Io mi occupo di formazione e counseling. Sia in aula, sia nel mio studio ho modo di sperimentare il potere di questa tecnica, sorprendendomi ogni volta dei felici risultati. Il solo rispondere ad una serie di domande esplorative in inversione di ruolo con l’ “altro” significativo diviene per il mio “cliente” (così è chiamata la persona che si spende in un percorso di counselling) un’esperienza di grande apprendimento, che lo porta ad una nuova percezione del contesto esplorato. L’esperienza di esternare il pensiero o il vissuto dell’altro, utilizzando la sua voce, le sue parole, le sue modalità espressive, obbliga il mio interlocutore a decentrarsi completamente da sé, arrivando a percepire le  emozioni e le ragioni del controruolo (l’altro). Inoltre, osservarsi dall’esterno e percepire i propri gesti tramite il quadro di riferimento altrui favorisce una nuova visione di sé e dell’interlocutore. Il cambiamento si fa possibile, poiché solo dopo aver percepito profondamente il proprio e l’altrui vissuto è possibile mettersi in discussione, comprendere il risultato dei propri gesti, accogliere il punto di vista dell'altro.

Se nel contesto d’aula, la possibilità di dar luogo alla messa in scena è sottoposta alla volontà dei partecipanti di mettersi in gioco, nella relazione duale di counselling la difficoltà consiste nell’assenza di io-ausiliari. In tal caso, la mia attenzione si concentra nel cogliere spunti che possano tradursi in rappresentazioni attuabili senza la presenza di altri ausiliari se non la mia. Quando possibile, sollecito il mio cliente a mettere in scena il suo racconto, giocandomi sulla scena come ausiliario o alter ego e tornando nei miei panni per offrire rimandi in qualità di counselor.

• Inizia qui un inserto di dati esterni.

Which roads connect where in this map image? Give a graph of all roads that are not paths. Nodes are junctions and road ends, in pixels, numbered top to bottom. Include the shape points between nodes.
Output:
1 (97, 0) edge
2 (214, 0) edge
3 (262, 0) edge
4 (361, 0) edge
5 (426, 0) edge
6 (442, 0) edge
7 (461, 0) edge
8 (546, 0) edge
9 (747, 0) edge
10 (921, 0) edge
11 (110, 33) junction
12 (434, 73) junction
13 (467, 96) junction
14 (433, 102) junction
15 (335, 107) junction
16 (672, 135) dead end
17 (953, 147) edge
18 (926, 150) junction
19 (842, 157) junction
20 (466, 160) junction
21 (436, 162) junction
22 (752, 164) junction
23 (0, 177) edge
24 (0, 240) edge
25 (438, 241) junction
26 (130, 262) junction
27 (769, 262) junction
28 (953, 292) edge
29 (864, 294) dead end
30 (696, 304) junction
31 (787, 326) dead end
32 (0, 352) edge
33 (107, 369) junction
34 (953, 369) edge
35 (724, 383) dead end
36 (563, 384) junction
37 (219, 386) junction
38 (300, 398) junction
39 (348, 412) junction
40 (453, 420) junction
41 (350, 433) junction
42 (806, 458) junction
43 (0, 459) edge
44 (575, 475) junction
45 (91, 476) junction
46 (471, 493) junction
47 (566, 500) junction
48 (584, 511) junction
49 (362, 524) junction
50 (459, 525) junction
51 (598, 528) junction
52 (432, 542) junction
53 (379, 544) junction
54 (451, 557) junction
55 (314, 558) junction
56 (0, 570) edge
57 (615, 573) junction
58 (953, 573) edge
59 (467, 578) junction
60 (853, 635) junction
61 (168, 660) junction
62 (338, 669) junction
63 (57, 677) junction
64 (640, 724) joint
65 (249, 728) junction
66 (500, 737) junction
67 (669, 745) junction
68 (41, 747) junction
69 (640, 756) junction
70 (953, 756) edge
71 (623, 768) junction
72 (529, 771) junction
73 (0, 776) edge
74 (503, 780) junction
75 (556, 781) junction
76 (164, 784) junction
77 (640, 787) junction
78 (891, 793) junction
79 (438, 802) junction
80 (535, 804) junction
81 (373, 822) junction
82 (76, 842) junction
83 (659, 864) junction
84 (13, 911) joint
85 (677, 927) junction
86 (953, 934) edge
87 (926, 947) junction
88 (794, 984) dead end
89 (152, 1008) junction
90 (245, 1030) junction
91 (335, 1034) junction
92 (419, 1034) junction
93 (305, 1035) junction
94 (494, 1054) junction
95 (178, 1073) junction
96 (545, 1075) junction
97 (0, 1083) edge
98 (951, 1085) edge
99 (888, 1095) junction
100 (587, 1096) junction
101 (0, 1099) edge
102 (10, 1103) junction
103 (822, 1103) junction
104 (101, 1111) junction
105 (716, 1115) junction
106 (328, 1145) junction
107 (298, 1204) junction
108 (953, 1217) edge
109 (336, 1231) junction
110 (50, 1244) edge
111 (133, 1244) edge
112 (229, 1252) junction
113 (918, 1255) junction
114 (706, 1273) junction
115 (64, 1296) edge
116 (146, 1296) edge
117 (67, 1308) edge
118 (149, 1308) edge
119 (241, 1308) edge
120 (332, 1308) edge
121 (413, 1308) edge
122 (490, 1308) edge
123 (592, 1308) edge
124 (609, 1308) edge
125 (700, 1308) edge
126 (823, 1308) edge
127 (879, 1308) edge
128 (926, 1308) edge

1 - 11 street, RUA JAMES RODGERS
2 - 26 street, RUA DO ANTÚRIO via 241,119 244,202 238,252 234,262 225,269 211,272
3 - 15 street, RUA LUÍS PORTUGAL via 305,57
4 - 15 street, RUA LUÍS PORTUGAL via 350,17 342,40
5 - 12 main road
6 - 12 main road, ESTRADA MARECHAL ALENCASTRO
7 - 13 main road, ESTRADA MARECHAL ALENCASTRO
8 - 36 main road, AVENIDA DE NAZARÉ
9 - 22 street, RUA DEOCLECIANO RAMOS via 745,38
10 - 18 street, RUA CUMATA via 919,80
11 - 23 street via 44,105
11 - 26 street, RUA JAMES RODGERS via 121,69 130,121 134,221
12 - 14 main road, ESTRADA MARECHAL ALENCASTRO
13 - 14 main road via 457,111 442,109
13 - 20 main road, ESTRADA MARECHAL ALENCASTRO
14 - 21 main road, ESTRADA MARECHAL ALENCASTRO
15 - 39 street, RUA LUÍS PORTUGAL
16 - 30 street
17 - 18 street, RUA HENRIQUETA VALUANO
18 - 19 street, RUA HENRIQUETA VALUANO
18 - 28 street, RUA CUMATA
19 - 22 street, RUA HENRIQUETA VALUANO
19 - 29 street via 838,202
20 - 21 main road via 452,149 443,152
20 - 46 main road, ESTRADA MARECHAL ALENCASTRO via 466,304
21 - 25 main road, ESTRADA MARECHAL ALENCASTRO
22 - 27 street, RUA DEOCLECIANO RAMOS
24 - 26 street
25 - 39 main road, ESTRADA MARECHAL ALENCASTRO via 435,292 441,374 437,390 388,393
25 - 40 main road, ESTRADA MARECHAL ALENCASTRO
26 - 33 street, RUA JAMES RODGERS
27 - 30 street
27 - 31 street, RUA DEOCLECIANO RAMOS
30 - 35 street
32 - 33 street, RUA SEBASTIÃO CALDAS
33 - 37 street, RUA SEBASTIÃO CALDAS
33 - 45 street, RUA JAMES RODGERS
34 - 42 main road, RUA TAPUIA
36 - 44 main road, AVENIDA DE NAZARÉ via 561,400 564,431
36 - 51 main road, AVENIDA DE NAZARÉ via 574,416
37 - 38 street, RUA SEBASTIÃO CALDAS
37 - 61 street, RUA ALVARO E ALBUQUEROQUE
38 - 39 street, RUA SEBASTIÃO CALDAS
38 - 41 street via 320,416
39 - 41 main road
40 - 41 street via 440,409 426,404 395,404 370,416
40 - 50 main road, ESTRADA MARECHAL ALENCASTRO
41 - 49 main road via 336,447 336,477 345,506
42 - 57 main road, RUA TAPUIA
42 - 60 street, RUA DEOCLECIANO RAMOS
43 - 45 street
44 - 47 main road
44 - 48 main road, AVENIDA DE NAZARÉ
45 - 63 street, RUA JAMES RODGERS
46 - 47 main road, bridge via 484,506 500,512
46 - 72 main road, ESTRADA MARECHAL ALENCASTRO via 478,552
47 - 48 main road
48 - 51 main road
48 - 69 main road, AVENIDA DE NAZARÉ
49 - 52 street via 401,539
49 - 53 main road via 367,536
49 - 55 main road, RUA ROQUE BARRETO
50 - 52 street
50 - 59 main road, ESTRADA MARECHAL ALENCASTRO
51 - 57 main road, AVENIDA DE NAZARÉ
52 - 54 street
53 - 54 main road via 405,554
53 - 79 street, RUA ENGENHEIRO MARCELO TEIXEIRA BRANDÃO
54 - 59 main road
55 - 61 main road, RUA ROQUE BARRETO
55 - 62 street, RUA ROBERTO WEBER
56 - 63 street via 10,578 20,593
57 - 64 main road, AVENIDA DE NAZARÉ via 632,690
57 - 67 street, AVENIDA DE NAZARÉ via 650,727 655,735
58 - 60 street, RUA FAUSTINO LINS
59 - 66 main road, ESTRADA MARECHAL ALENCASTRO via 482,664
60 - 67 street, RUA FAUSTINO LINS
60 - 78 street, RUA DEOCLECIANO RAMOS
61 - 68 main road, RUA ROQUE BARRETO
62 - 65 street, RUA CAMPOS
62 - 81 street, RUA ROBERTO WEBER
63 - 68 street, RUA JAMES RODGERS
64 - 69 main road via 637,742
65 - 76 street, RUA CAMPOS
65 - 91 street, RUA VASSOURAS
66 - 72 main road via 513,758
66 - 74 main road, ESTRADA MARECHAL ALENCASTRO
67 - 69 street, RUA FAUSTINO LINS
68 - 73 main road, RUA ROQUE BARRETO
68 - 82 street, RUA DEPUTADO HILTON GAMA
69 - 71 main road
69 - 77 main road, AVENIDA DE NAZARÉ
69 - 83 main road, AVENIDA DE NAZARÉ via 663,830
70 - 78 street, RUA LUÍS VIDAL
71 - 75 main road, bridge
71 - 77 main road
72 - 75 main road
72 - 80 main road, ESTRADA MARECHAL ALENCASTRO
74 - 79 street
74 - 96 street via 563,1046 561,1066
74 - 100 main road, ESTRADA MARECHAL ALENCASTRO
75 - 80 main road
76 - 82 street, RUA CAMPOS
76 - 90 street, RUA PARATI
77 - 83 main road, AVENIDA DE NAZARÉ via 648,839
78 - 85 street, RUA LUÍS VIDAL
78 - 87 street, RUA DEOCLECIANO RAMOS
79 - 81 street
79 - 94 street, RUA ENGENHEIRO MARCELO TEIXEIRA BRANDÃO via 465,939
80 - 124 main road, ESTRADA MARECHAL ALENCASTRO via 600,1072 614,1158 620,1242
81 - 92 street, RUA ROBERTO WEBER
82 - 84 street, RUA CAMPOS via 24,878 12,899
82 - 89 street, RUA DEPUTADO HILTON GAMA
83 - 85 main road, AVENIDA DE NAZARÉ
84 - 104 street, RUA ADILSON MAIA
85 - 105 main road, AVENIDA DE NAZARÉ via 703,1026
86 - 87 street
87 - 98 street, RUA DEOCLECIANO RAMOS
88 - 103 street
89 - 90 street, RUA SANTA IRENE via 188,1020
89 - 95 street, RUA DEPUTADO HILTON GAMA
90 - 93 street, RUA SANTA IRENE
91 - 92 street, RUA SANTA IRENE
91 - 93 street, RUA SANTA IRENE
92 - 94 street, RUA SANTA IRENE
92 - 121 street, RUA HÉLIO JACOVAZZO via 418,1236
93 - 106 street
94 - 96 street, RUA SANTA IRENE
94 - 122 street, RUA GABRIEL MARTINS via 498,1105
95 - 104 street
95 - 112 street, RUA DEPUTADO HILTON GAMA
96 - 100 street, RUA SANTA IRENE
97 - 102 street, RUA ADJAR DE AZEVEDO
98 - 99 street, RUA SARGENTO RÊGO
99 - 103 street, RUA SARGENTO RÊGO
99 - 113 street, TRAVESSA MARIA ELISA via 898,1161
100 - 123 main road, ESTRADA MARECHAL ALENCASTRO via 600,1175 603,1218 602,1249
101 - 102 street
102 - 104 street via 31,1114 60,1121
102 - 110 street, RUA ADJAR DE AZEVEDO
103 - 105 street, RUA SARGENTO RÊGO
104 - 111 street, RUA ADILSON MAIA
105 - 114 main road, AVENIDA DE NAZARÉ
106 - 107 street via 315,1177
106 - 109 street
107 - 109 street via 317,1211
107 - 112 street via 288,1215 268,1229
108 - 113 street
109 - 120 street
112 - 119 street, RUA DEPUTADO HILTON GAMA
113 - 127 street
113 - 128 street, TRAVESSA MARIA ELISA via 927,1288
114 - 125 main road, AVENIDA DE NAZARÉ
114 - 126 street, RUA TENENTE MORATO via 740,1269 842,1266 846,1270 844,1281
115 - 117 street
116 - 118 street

Privilegiare l’esserci rispetto al racconto, l'inversione di ruolo, rispetto al semplice utilizzo della prima e della terza persona, rende “l'incontro” con il controruolo più autentico, forse problematizzante ma decisamente più “detonante”. Ed è proprio l’esplosione di umori, affetti, riflessioni, ciò che ricostruisce l’atomo percepito, grazie a quella preziosa alternanza tra auto ed eteropercezione, che accresce notevolmente l’autoconsapevolezza a vantaggio di una sistematizzazione concettuale.

In ambito formativo, l’utilizzo della drammatizzazione determina un alto coinvolgimento dei partecipanti, diminuendone l’ansia e promovendone la spontaneità. L’inversione di ruolo con una figura appartenente alla sfera professionale, accresce nel formando la possibilità di osservare la gestione operativa del proprio ruolo, nonché migliorare la relazione con quella figura. Un adattamento ottimale a più ambienti richiede una personalità adattabile e spontanea. Il metodo psicodrammatico forma gli individui ad un buon adattamento sociale mediante la diretta esperienza di situazioni di vita reale.

Se nel quotidiano non sempre è facile prendere coscienza dei propri gesti, che anzi vengono perpetuati in modo copionale, l'apprendimento alla spontaneità aiuta ad eludere modalità cristallizzate. La tecnica dell'inversione di ruolo avvicina alla vera umanità dell'altro, al suo peculiare modo di percepire la vita. Non vi può essere completa conoscenza di sé senza una parziale uscita da sé.